Spin-casting reels are usually sold as "combos" along with the fishing rod and are a very popular set up. The spinning mechanism is under the cone shaped device so you are less likely to get snagged up.
The spinning reel is attached under the rod and the spool is fixed as shown in the photograph below. At the sporting goods store, it's hard to find a good variety of these. You are better off going to Target, Wal-Mart or K-Mart.
This is definitely what I learned on. Today, kids learn on the spinning reel right away and that is wonderful. Most combination reel and rod combinations sold are spin-casting reels, like I said before. Good beginner rods and closed reel combos for the smaller and younger children is the
Ugly Stik Junior. They are almost impossible to break and will last a long time.
Zebco Hawg Seeker has a "bite alert" reel system that has an audible alarm when a fish strikes or is taking the line under. It also has a light that blinks, so it is a lot of fun to use at night.
The spinning reel has the same advantages as the spin-casting reel. It also relies on a fixed spool that is open instead of covered. There are many advantages to this. You know when you will be running out of line, you can use a variety of lures and line combinations and it is more accurate when casting.
The spinning reel is mounted under the rod and the crank for the line is on the left side. Many of these fishing reels have anti-reverse switches so the handle doesn't turn when you don't want it to.

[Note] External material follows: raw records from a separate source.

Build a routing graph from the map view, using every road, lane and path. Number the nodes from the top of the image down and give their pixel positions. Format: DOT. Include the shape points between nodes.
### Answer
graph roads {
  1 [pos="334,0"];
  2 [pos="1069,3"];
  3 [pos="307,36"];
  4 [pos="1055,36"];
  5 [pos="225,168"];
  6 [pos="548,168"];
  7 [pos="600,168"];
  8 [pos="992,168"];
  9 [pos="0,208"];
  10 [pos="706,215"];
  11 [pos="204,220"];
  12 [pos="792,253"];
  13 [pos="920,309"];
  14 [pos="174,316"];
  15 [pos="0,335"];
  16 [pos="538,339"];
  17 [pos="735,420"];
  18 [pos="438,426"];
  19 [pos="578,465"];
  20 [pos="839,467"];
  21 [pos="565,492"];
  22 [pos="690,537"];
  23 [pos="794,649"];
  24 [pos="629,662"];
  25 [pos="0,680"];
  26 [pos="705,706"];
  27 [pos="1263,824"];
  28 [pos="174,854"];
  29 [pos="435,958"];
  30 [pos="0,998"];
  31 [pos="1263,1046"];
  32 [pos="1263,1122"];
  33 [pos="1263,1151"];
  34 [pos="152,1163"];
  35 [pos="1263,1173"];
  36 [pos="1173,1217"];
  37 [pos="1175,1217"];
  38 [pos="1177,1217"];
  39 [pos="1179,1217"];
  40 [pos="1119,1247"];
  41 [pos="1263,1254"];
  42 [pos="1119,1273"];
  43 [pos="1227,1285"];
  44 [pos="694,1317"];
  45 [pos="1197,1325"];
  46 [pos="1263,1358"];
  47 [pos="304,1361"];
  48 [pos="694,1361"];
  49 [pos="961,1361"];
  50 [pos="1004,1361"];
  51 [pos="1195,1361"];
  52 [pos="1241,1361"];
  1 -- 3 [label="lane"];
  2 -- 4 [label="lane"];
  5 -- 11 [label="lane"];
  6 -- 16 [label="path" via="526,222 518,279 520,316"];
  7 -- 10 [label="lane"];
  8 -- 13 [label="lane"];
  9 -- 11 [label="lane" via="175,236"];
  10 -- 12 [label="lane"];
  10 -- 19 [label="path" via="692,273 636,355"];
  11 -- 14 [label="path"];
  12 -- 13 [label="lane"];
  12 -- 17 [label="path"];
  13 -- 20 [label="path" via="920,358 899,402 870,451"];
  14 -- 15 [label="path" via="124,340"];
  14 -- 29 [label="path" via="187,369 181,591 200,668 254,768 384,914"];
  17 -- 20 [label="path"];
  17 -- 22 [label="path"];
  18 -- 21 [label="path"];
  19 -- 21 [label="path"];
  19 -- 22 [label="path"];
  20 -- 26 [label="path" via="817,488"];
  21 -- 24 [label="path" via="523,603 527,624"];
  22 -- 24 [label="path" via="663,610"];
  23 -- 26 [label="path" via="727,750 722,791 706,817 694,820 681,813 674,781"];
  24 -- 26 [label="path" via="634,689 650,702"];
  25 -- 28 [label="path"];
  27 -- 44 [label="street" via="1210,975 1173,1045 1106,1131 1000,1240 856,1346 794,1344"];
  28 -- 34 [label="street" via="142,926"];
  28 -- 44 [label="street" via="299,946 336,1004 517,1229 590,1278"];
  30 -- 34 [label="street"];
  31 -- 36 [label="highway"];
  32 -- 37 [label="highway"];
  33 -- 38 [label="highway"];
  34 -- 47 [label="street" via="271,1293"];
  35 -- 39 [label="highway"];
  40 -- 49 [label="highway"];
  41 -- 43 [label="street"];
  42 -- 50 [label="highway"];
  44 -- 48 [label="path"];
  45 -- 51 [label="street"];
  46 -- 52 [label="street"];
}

Learning to cast with a spinning reel takes some time but once you get it, it offers a lot more control. On the negative side, the fishing line has a tendency to get tangled up.
Bait-casting fishing reels look primitive and like a winch and it uses a free spool instead of a fixed spool. This means that the crank can be disengaged from the cylinder when you cast, which leaves the cylinder to spin with little drag.
If you look at the reel seat, some spinning reels have a "plate and knob" design securing the reel. Bait-casting reels generally have a "slot and hood" seat to hold the reel.
Bait casting fishing reels come with a line release guide so the line doesn't get tangled. This reel is attached to the top of the rod and the crank is on the right. If your having problems setting the drag and brake (which are pretty straight forward), refer to the directions and follow them exactly. (Many men don't and WON'T do this anyway...) Educating the thumb is the hard part, but thousands have learned it, so you sure can too.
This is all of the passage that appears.